_Work to complete_
Give back every record below in full and exactly, but without a single image.

_Input data_
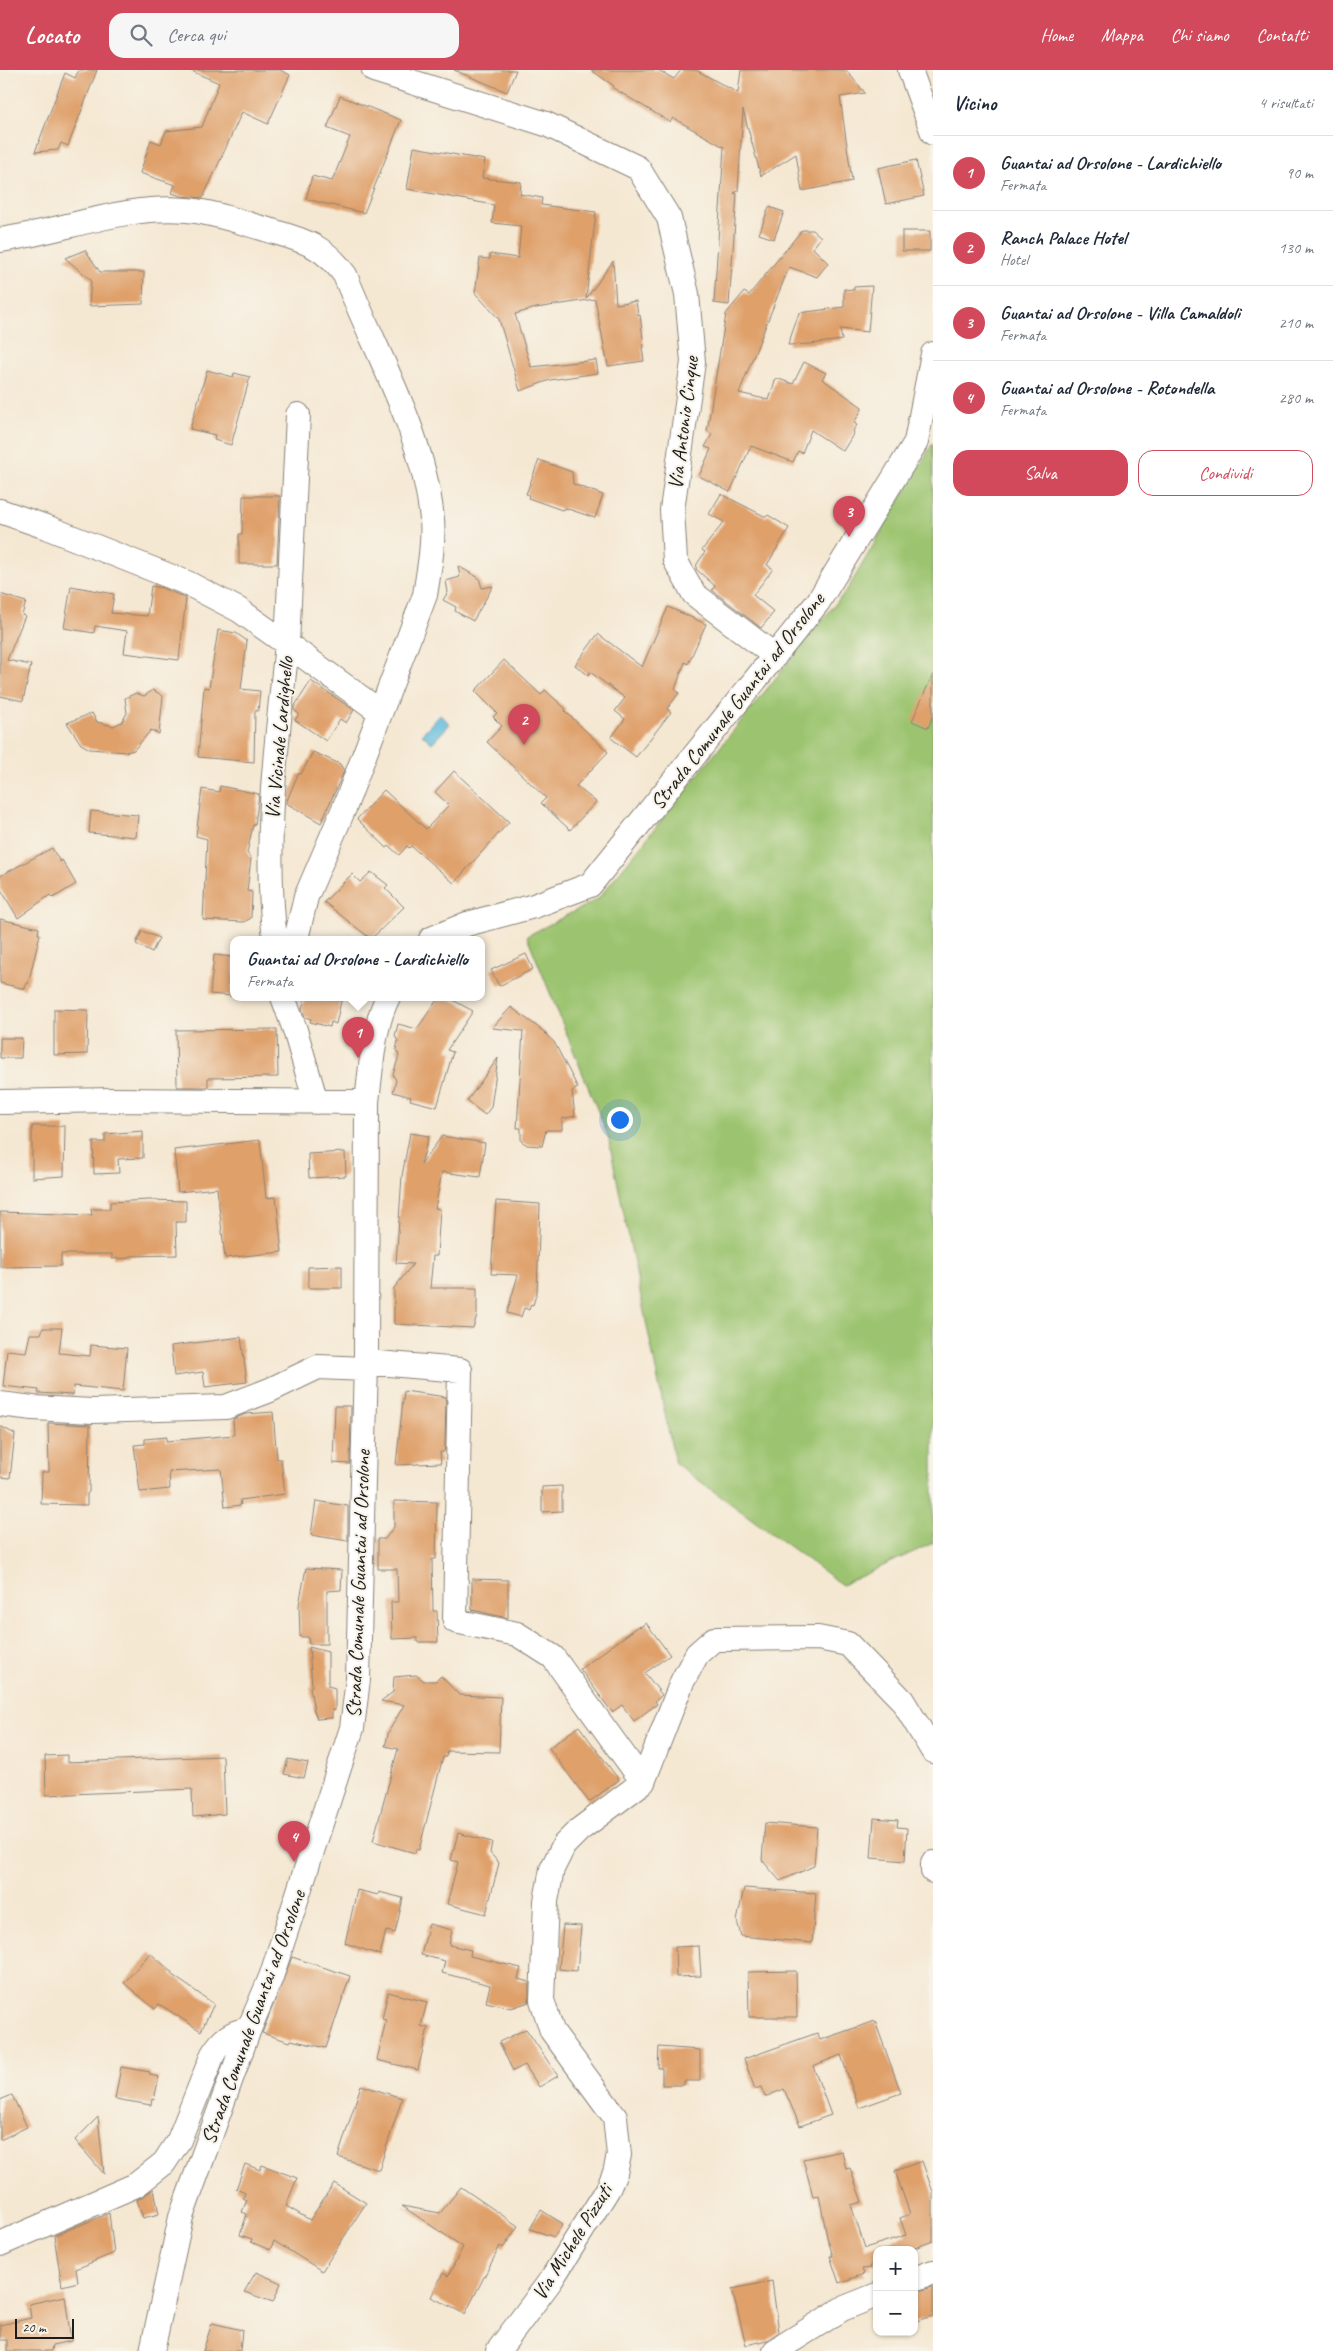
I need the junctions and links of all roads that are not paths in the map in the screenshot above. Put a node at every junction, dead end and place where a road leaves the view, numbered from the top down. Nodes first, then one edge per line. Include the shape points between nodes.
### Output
1 (374, 70) edge
2 (910, 70) edge
3 (933, 133) edge
4 (0, 240) edge
5 (933, 354) edge
6 (298, 414) dead end
7 (0, 511) edge
8 (287, 644) junction
9 (775, 656) junction
10 (379, 711) junction
11 (275, 936) edge
12 (297, 936) edge
13 (437, 936) edge
14 (284, 1001) edge
15 (386, 1001) edge
16 (0, 1102) edge
17 (316, 1102) junction
18 (367, 1102) junction
19 (366, 1365) junction
20 (0, 1404) edge
21 (933, 1751) edge
22 (643, 1782) junction
23 (933, 1862) edge
24 (933, 1871) edge
25 (249, 2029) junction
26 (0, 2244) edge
27 (933, 2272) edge
28 (918, 2278) edge
29 (873, 2297) edge
30 (152, 2351) edge
31 (498, 2351) edge
32 (775, 2351) edge

1 - 9 street, Via Antonio Cinque via 546,124 638,168 669,218 686,294 693,362 672,510 675,560 694,594
2 - 3 street
4 - 10 street via 155,209 189,210 291,237 319,248 333,258 346,275 408,417 432,520 431,559 425,595
5 - 9 street, Strada Comunale Guantai ad Orsolone via 916,442 818,602
6 - 8 street
7 - 8 street, Via Vicinale Lardighello via 188,583 239,610
8 - 10 street
8 - 11 street, Via Vicinale Lardighello via 271,802
9 - 13 street, Strada Comunale Guantai ad Orsolone via 590,885
10 - 12 street via 306,897
14 - 17 street
15 - 18 street, Strada Comunale Guantai ad Orsolone via 372,1061
16 - 17 street
17 - 18 street
18 - 19 street, Strada Comunale Guantai ad Orsolone
19 - 20 street via 318,1367 226,1407 93,1411
19 - 22 street via 460,1370 455,1622 517,1634 553,1657
19 - 25 street, Strada Comunale Guantai ad Orsolone via 358,1679 352,1728 271,1977
21 - 22 street via 902,1700 848,1644 818,1638 714,1639 697,1654 682,1682
22 - 31 street, Via Michele Pizzuti via 564,1845 552,1869 546,1901 542,2000 552,2031 615,2117 619,2155 615,2173 551,2280
23 - 24 street
25 - 26 street via 230,2034 219,2044 180,2140 164,2163 136,2184
25 - 30 street, Strada Comunale Guantai ad Orsolone via 181,2217
27 - 28 street
29 - 32 street via 842,2309

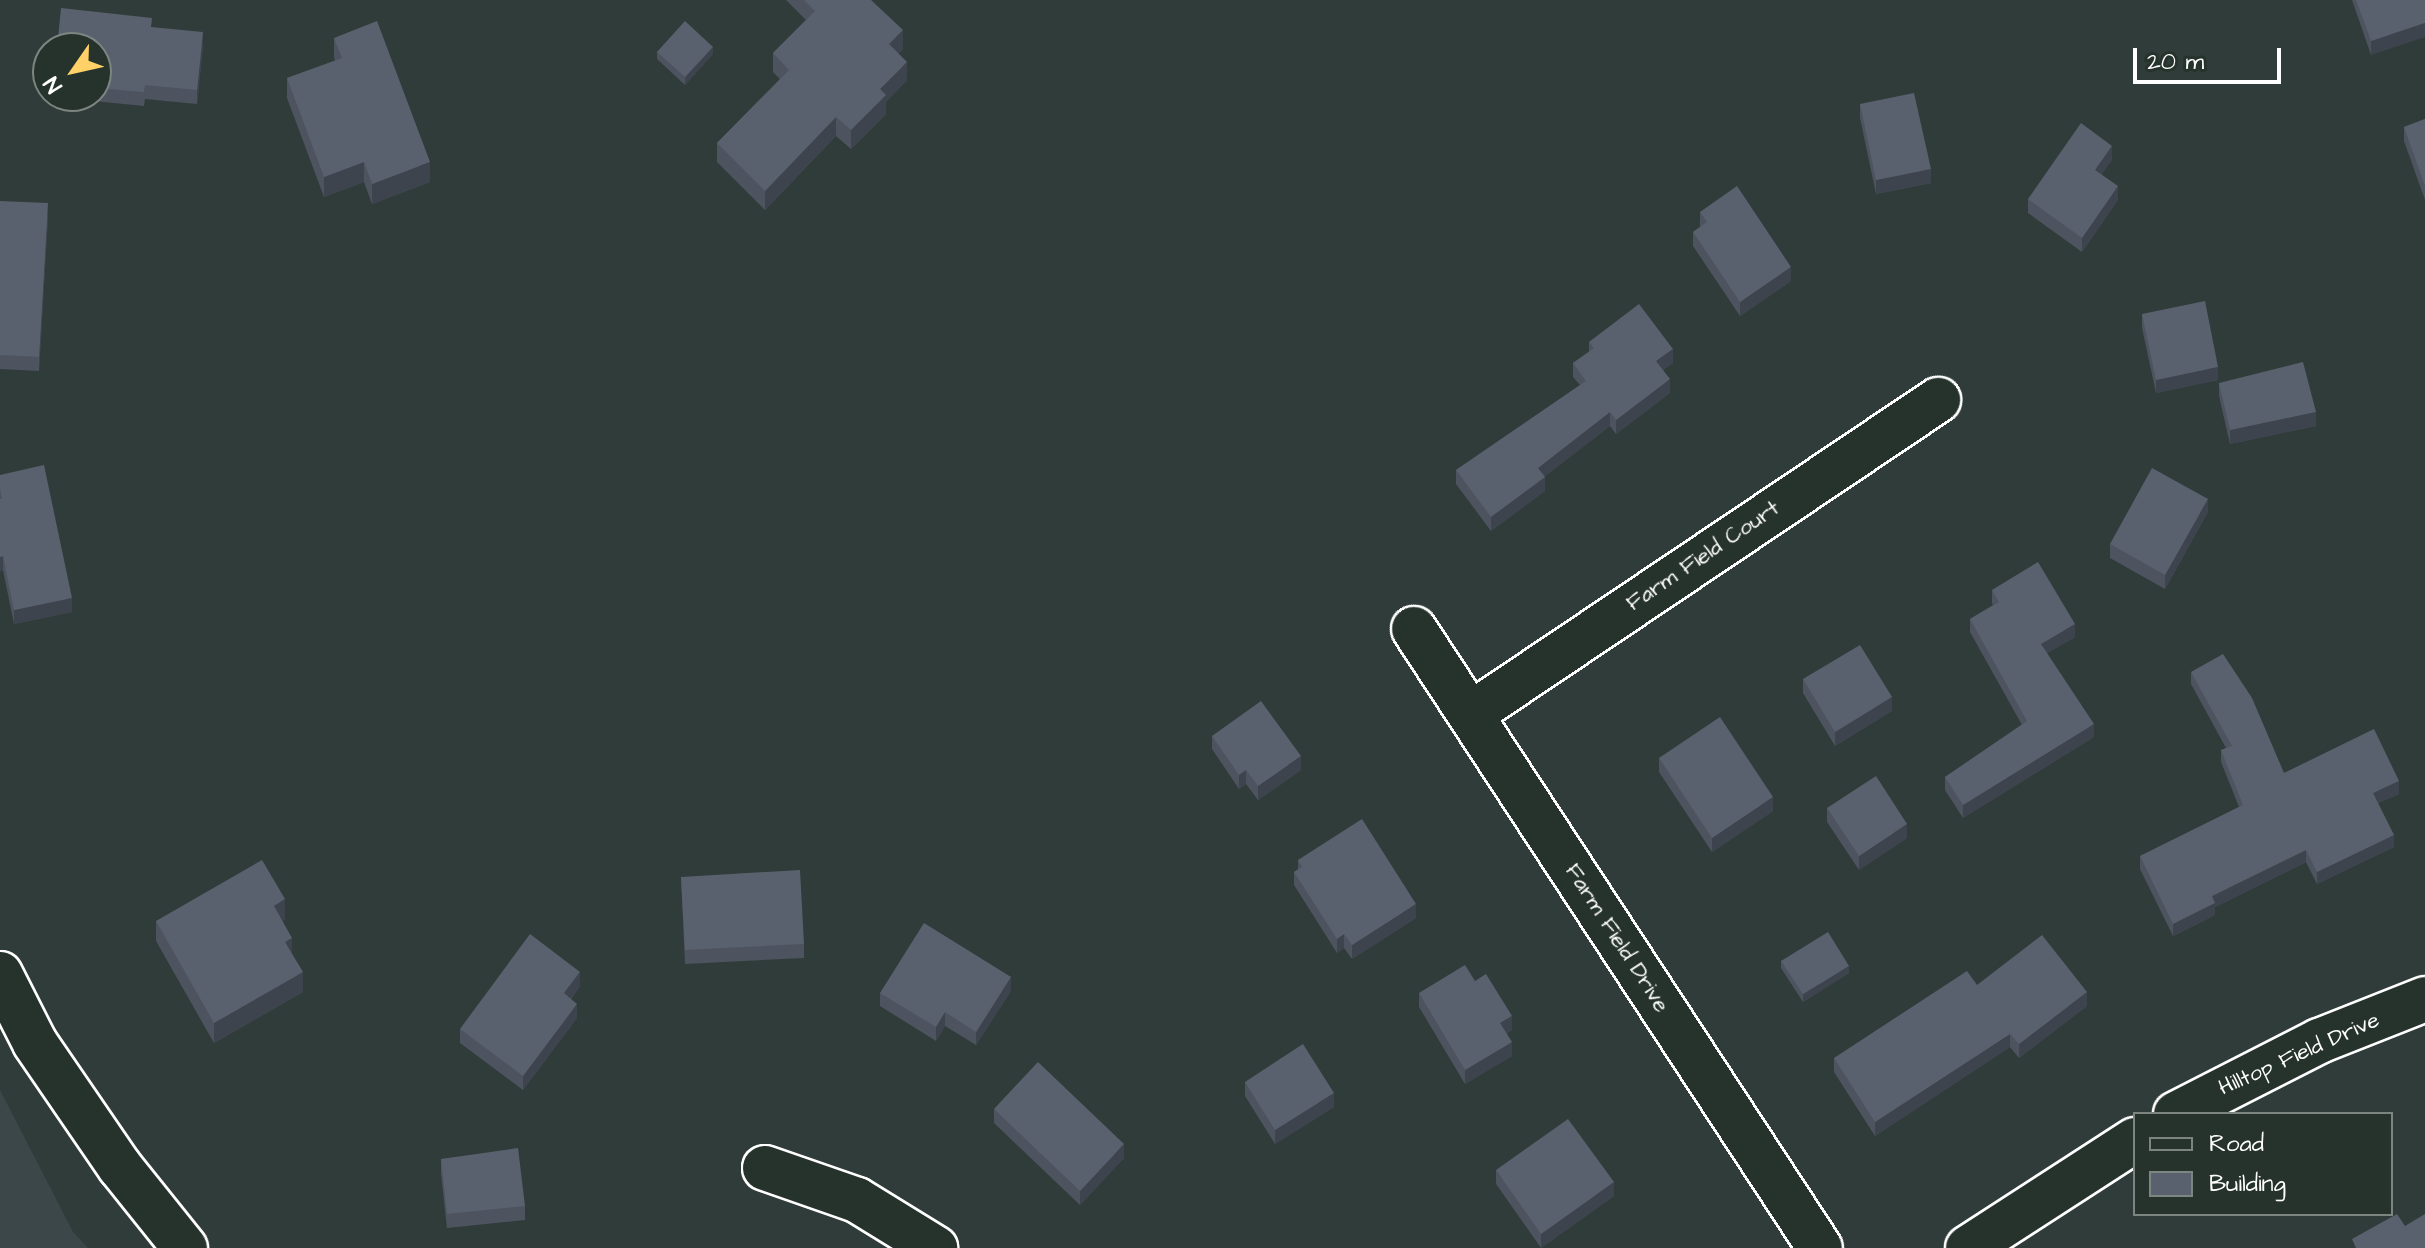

_Exercise solution_
I need the junctions and links of all roads that are not paths in the map in the screenshot above. Put a node at every junction, dead end and place where a road leaves the view, numbered from the top down. Nodes first, then one edge per line. Include the shape points between nodes.
### Output
1 (374, 70) edge
2 (910, 70) edge
3 (933, 133) edge
4 (0, 240) edge
5 (933, 354) edge
6 (298, 414) dead end
7 (0, 511) edge
8 (287, 644) junction
9 (775, 656) junction
10 (379, 711) junction
11 (275, 936) edge
12 (297, 936) edge
13 (437, 936) edge
14 (284, 1001) edge
15 (386, 1001) edge
16 (0, 1102) edge
17 (316, 1102) junction
18 (367, 1102) junction
19 (366, 1365) junction
20 (0, 1404) edge
21 (933, 1751) edge
22 (643, 1782) junction
23 (933, 1862) edge
24 (933, 1871) edge
25 (249, 2029) junction
26 (0, 2244) edge
27 (933, 2272) edge
28 (918, 2278) edge
29 (873, 2297) edge
30 (152, 2351) edge
31 (498, 2351) edge
32 (775, 2351) edge

1 - 9 street, Via Antonio Cinque via 546,124 638,168 669,218 686,294 693,362 672,510 675,560 694,594
2 - 3 street
4 - 10 street via 155,209 189,210 291,237 319,248 333,258 346,275 408,417 432,520 431,559 425,595
5 - 9 street, Strada Comunale Guantai ad Orsolone via 916,442 818,602
6 - 8 street
7 - 8 street, Via Vicinale Lardighello via 188,583 239,610
8 - 10 street
8 - 11 street, Via Vicinale Lardighello via 271,802
9 - 13 street, Strada Comunale Guantai ad Orsolone via 590,885
10 - 12 street via 306,897
14 - 17 street
15 - 18 street, Strada Comunale Guantai ad Orsolone via 372,1061
16 - 17 street
17 - 18 street
18 - 19 street, Strada Comunale Guantai ad Orsolone
19 - 20 street via 318,1367 226,1407 93,1411
19 - 22 street via 460,1370 455,1622 517,1634 553,1657
19 - 25 street, Strada Comunale Guantai ad Orsolone via 358,1679 352,1728 271,1977
21 - 22 street via 902,1700 848,1644 818,1638 714,1639 697,1654 682,1682
22 - 31 street, Via Michele Pizzuti via 564,1845 552,1869 546,1901 542,2000 552,2031 615,2117 619,2155 615,2173 551,2280
23 - 24 street
25 - 26 street via 230,2034 219,2044 180,2140 164,2163 136,2184
25 - 30 street, Strada Comunale Guantai ad Orsolone via 181,2217
27 - 28 street
29 - 32 street via 842,2309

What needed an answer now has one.